Pharmaceutical co-payments

From 1 September 2008, everyone who is eligible for publicly funded health and disability services should in most circumstances pay only $3 for subsidised medicines.

All prescriptions from a public hospital, a midwife and a Family Planning Clinic are covered for $3 co-payments.

Prescriptions from the following providers are approved for $3 co-payments on subsidised medicines if they meet the specified criteria.

  • After Hours Accident and Medical Services with a DHB or a PHO contract.
  • Youth Health Clinics with a DHB or a PHO contract.
  • Dentists who write a prescription that relates to a service being provided under a DHB contract.
  • Private specialists (for example, opthalmologists and orthopaedics) who write a prescription for a patient receiving a publicly funded service contracted by the DHB.
  • General practitioners who write a prescription during normal business hours to a person who is not enrolled in the general practice provided the person is eligible for publicly funded health and disability services and the general practice is part of a PHO.
  • Hospices that have a contract with a DHB.

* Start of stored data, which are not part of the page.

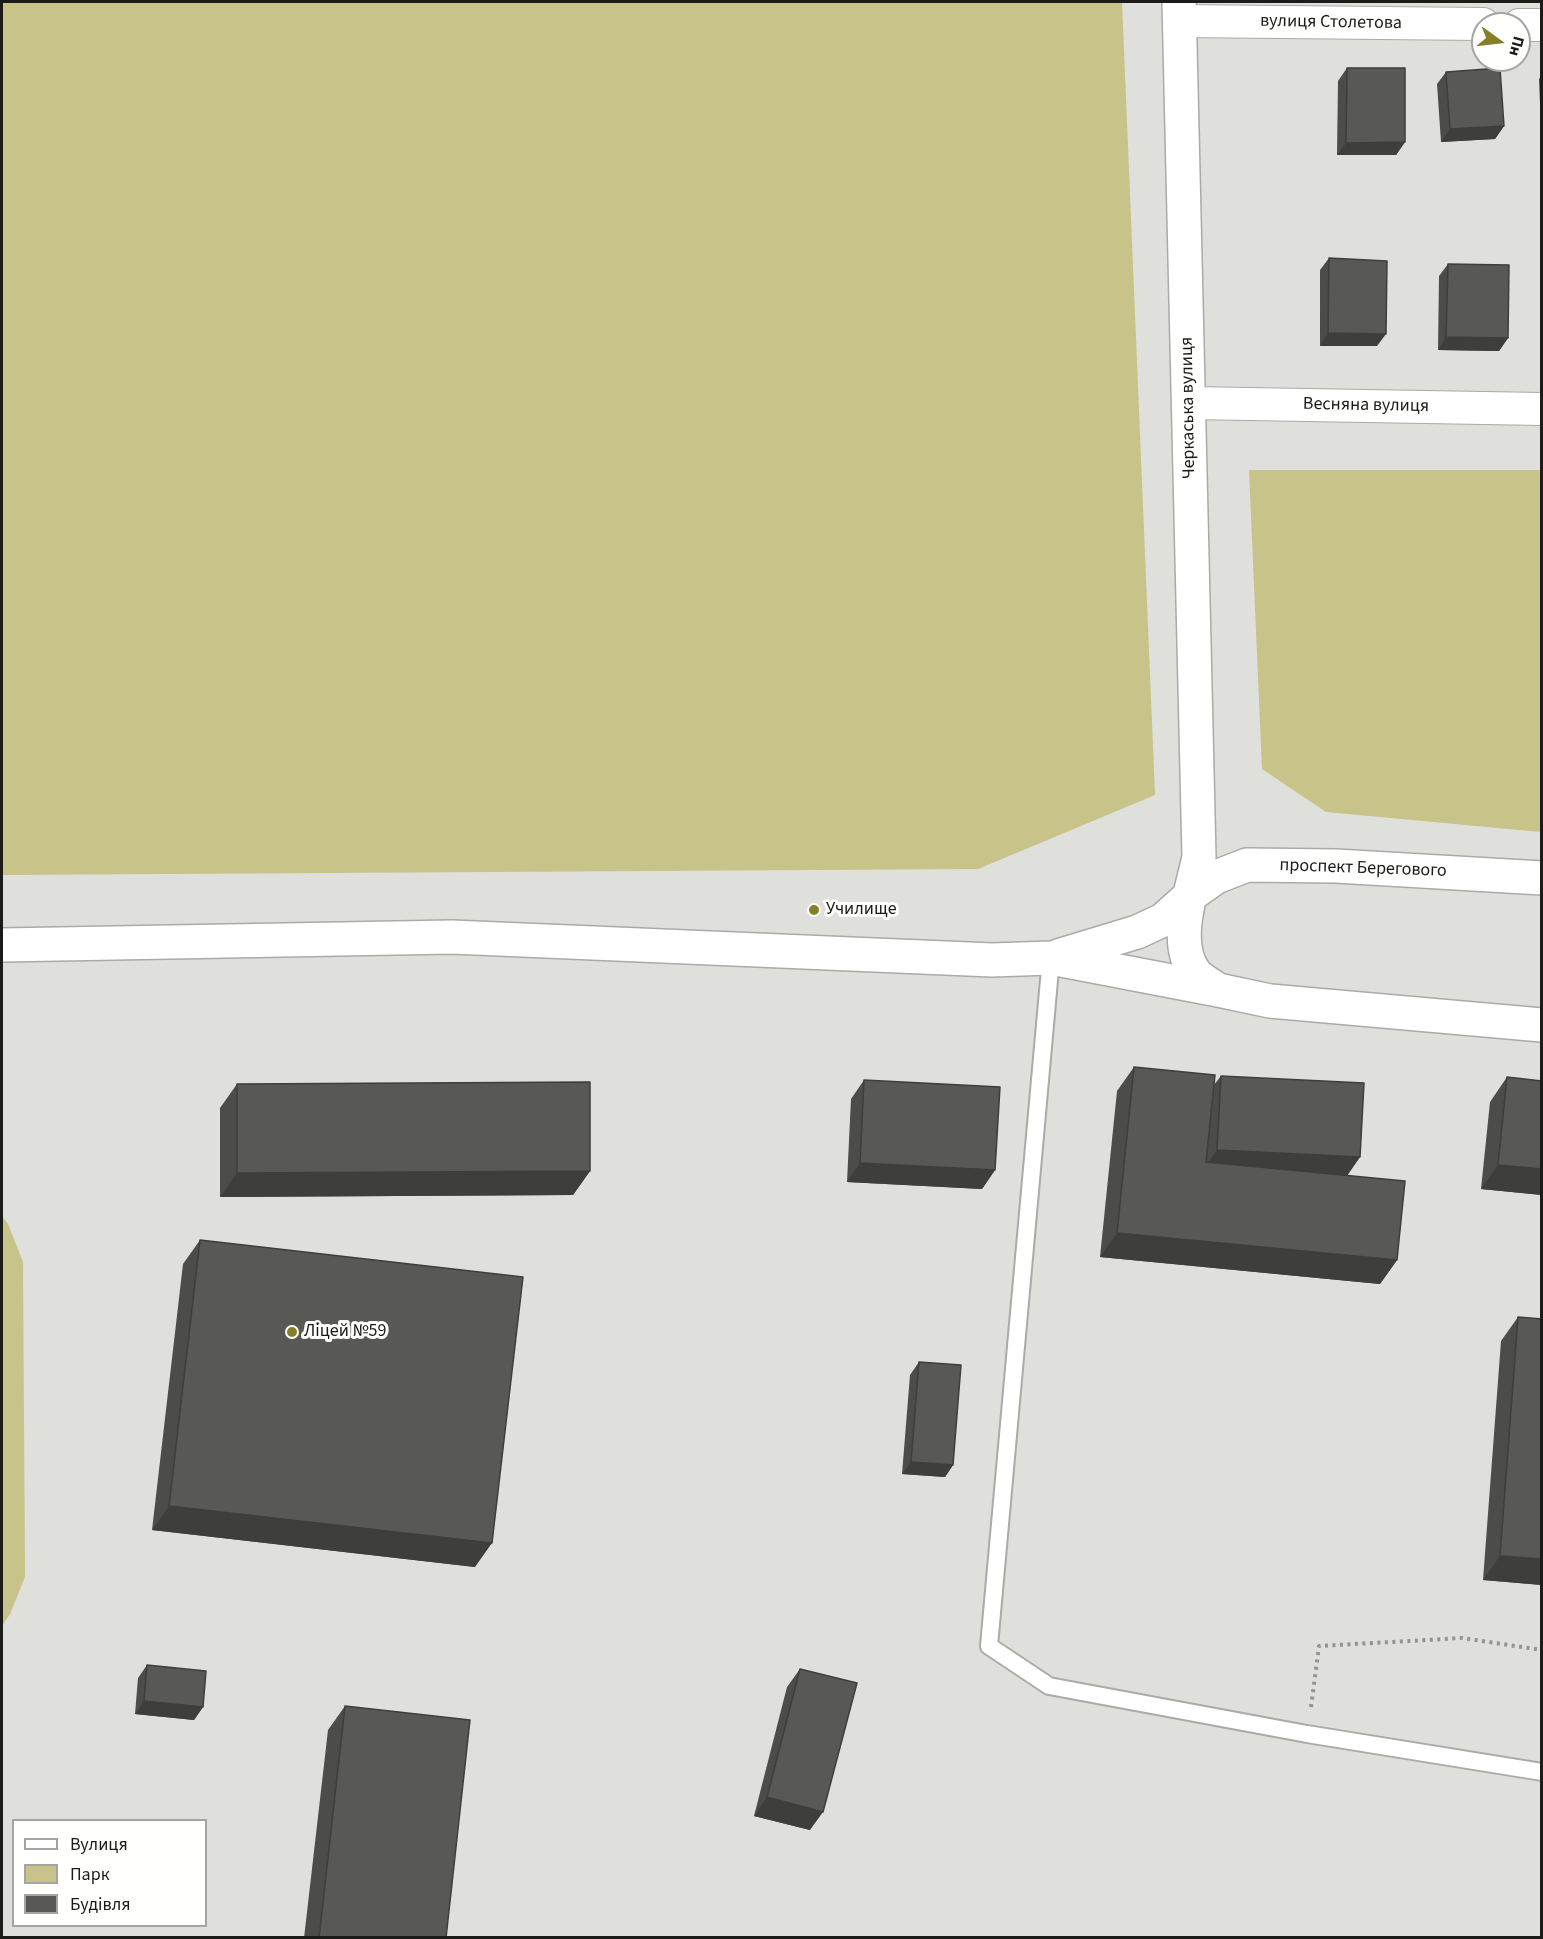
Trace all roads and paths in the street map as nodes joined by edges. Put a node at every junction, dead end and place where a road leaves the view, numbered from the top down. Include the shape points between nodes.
1 (1179, 11) edge
2 (1471, 23) edge
3 (1190, 403) junction
4 (1542, 409) edge
5 (1198, 815) junction
6 (1247, 865) junction
7 (1542, 878) edge
8 (1191, 894) junction
9 (2, 945) edge
10 (1051, 958) junction
11 (1218, 990) junction
12 (1542, 1024) edge
13 (1542, 1650) edge
14 (1307, 1734) junction
15 (1542, 1772) edge

1 - 2 street, вулиця Столетова
1 - 3 street, Черкаська вулиця
3 - 4 street, Весняна вулиця
3 - 5 street, Черкаська вулиця
5 - 6 street via 1218,846
5 - 8 street, Черкаська вулиця via 1199,857
6 - 7 street, проспект Берегового
6 - 8 street, проспект Берегового via 1216,877
8 - 10 street, проспект Берегового via 1162,920 1137,932
8 - 11 street, Черкаська вулиця via 1184,924 1184,947 1196,973
9 - 10 street via 452,937 992,960
10 - 11 street
10 - 14 lane via 989,1646 1049,1686
11 - 12 street via 1270,1001
13 - 14 path via 1462,1638 1319,1646
14 - 15 lane

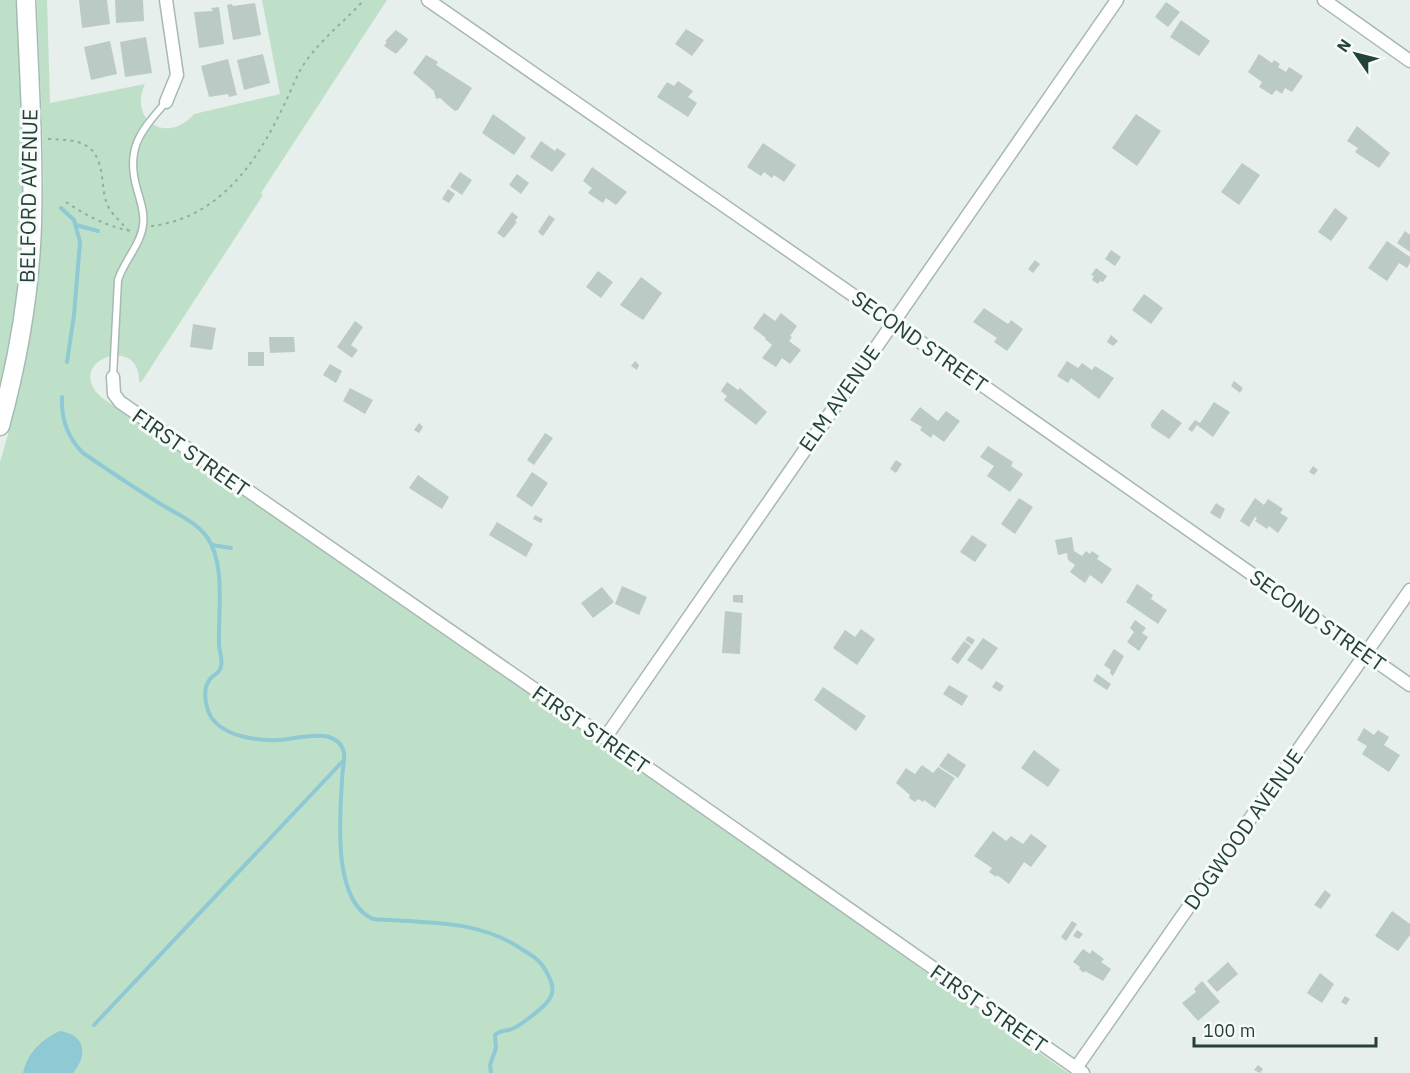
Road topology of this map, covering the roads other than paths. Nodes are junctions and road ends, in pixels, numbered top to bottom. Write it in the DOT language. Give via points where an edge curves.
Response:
graph roads {
  1 [pos="26,0"];
  2 [pos="166,0"];
  3 [pos="428,0"];
  4 [pos="1117,0"];
  5 [pos="1324,0"];
  6 [pos="1410,61"];
  7 [pos="166,102"];
  8 [pos="892,322"];
  9 [pos="113,377"];
  10 [pos="0,426"];
  11 [pos="1410,590"];
  12 [pos="1365,654"];
  13 [pos="1410,685"];
  14 [pos="605,738"];
  15 [pos="1079,1071"];
  1 -- 10 [label="main road, BELFORD AVENUE" via="33,199 30,263 18,352"];
  2 -- 7 [label="street" via="177,75"];
  3 -- 8 [label="street, SECOND STREET"];
  4 -- 8 [label="street, ELM AVENUE"];
  5 -- 6 [label="street"];
  7 -- 9 [label="lane" via="141,134 132,159 143,229 118,280"];
  8 -- 12 [label="street, SECOND STREET"];
  8 -- 14 [label="street, ELM AVENUE"];
  9 -- 14 [label="street, FIRST STREET" via="113,392 120,402"];
  11 -- 12 [label="street, DOGWOOD AVENUE"];
  12 -- 13 [label="street, SECOND STREET"];
  12 -- 15 [label="street, DOGWOOD AVENUE"];
  14 -- 15 [label="street, FIRST STREET"];
}
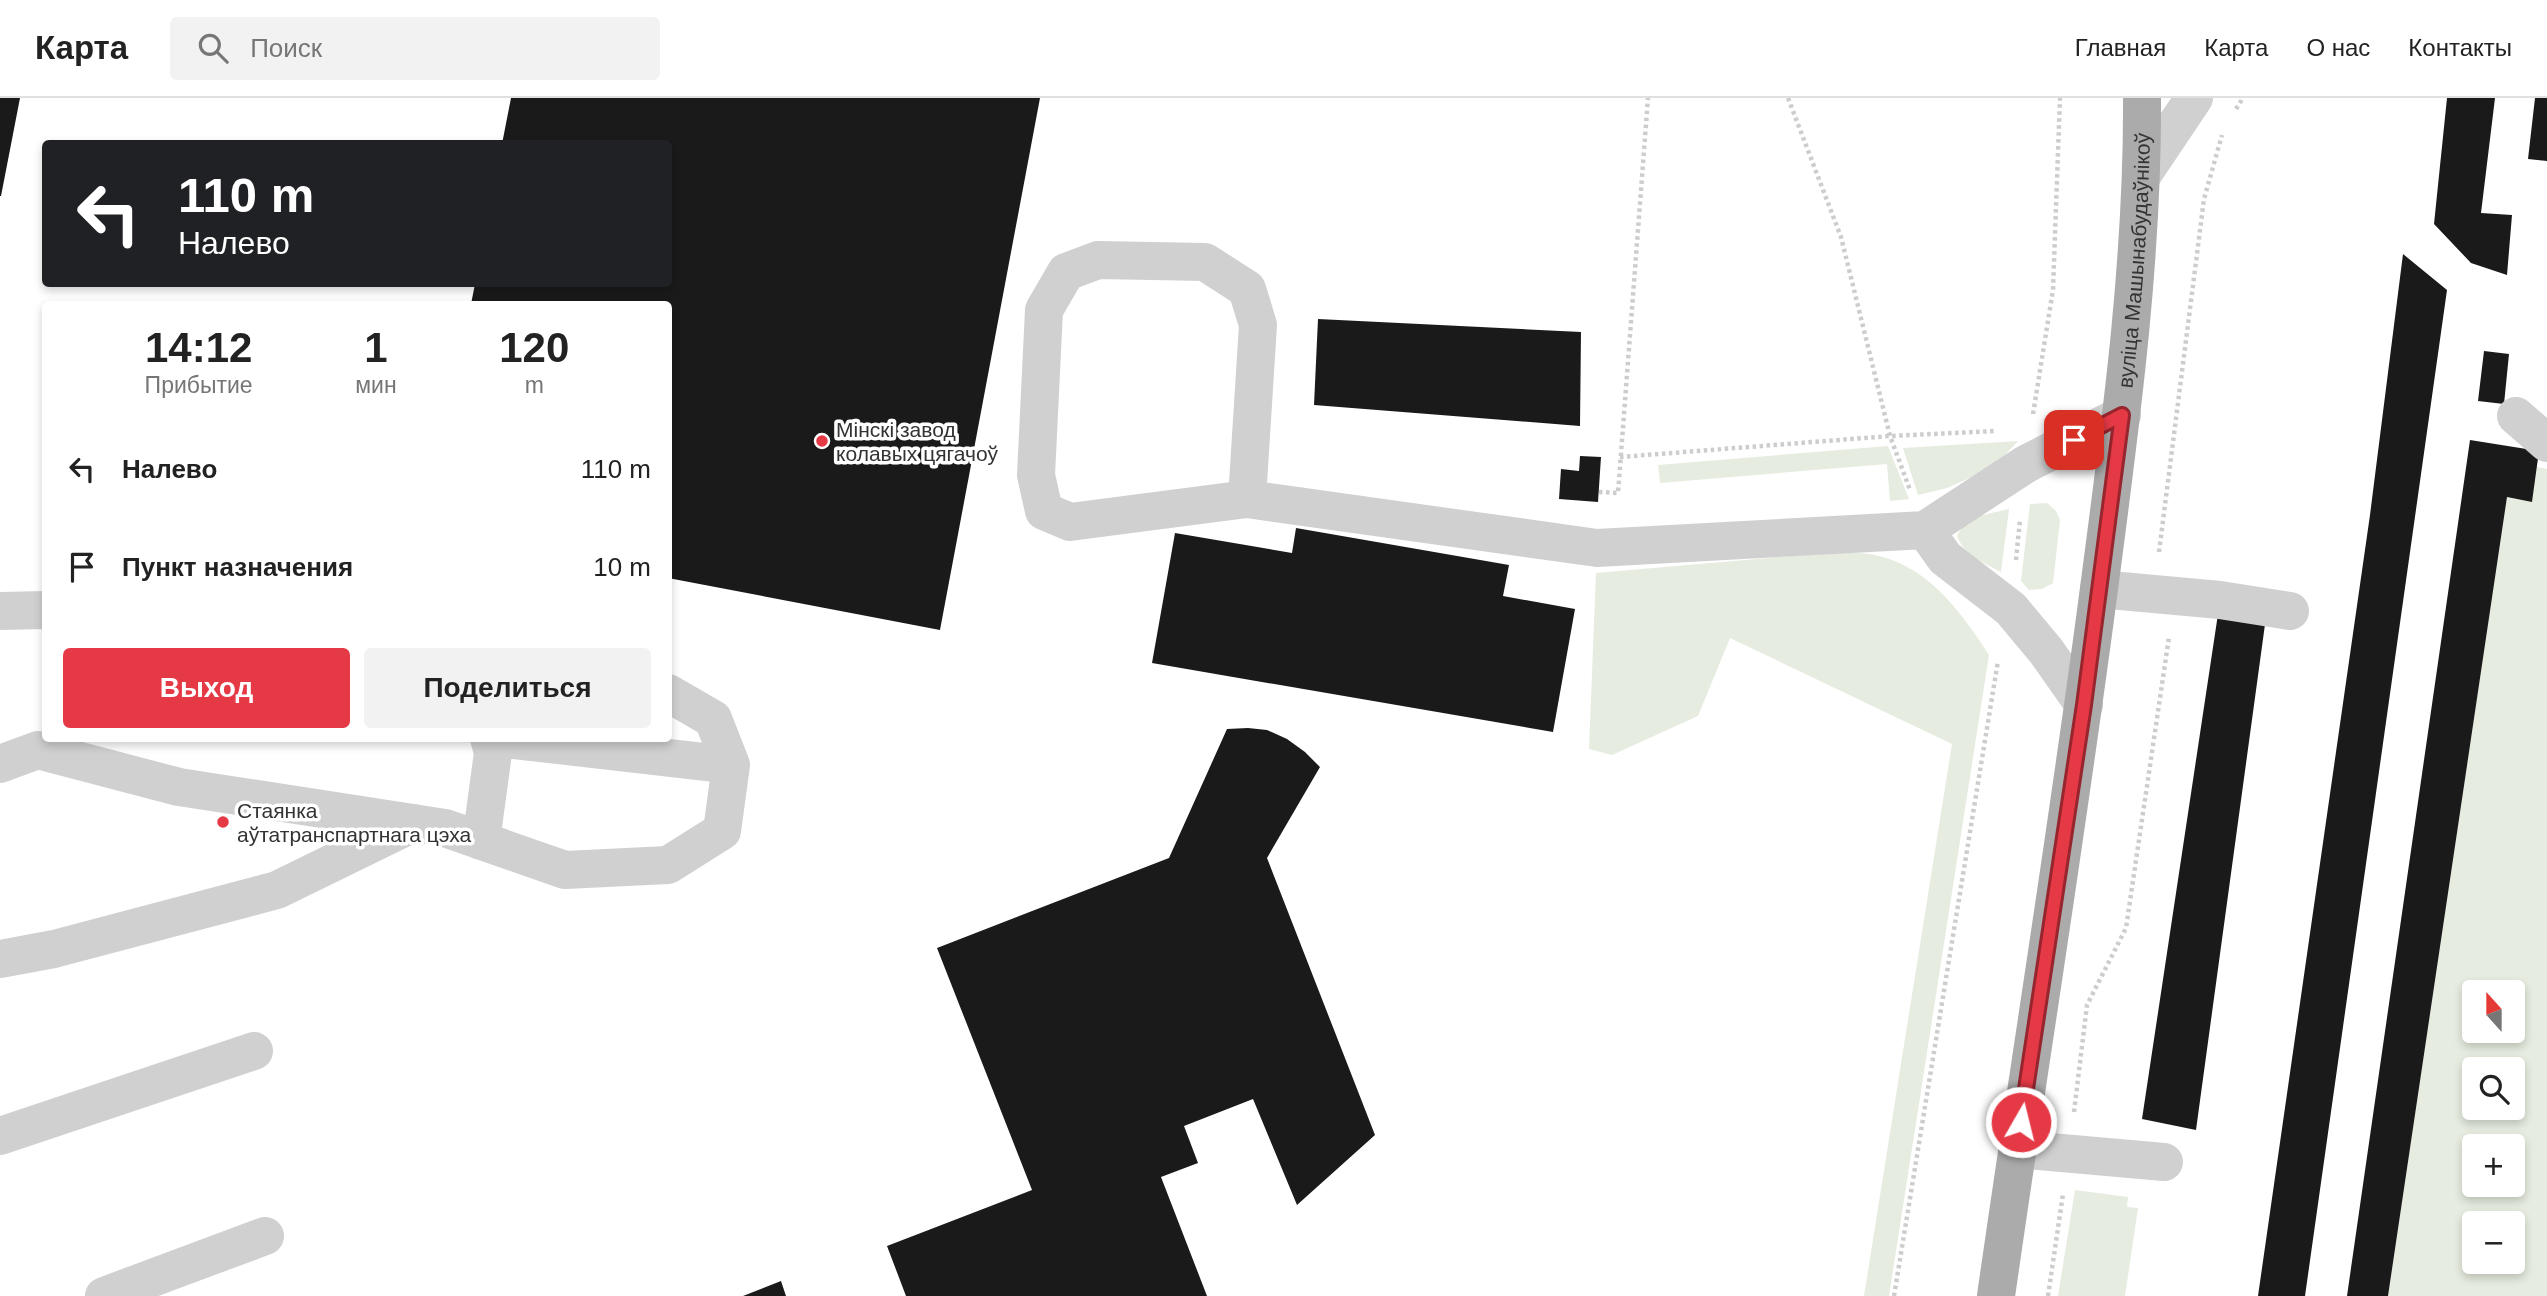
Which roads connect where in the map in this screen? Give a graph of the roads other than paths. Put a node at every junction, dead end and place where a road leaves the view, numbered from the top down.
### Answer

Patients can check whether they are eligible for publicly funded health and disability services by referring to the Guide to eligibility.

To check if a medicine is fully subsidised, refer to the Pharmaceutical Schedule on PHARMAC’s website or ask your pharmacist or general practitioner.

DHBs have a list of eligible providers in their respective regions. Any provider/prescriber not specifically listed by a DHB as an approved provider/prescriber should be regarded as not approved.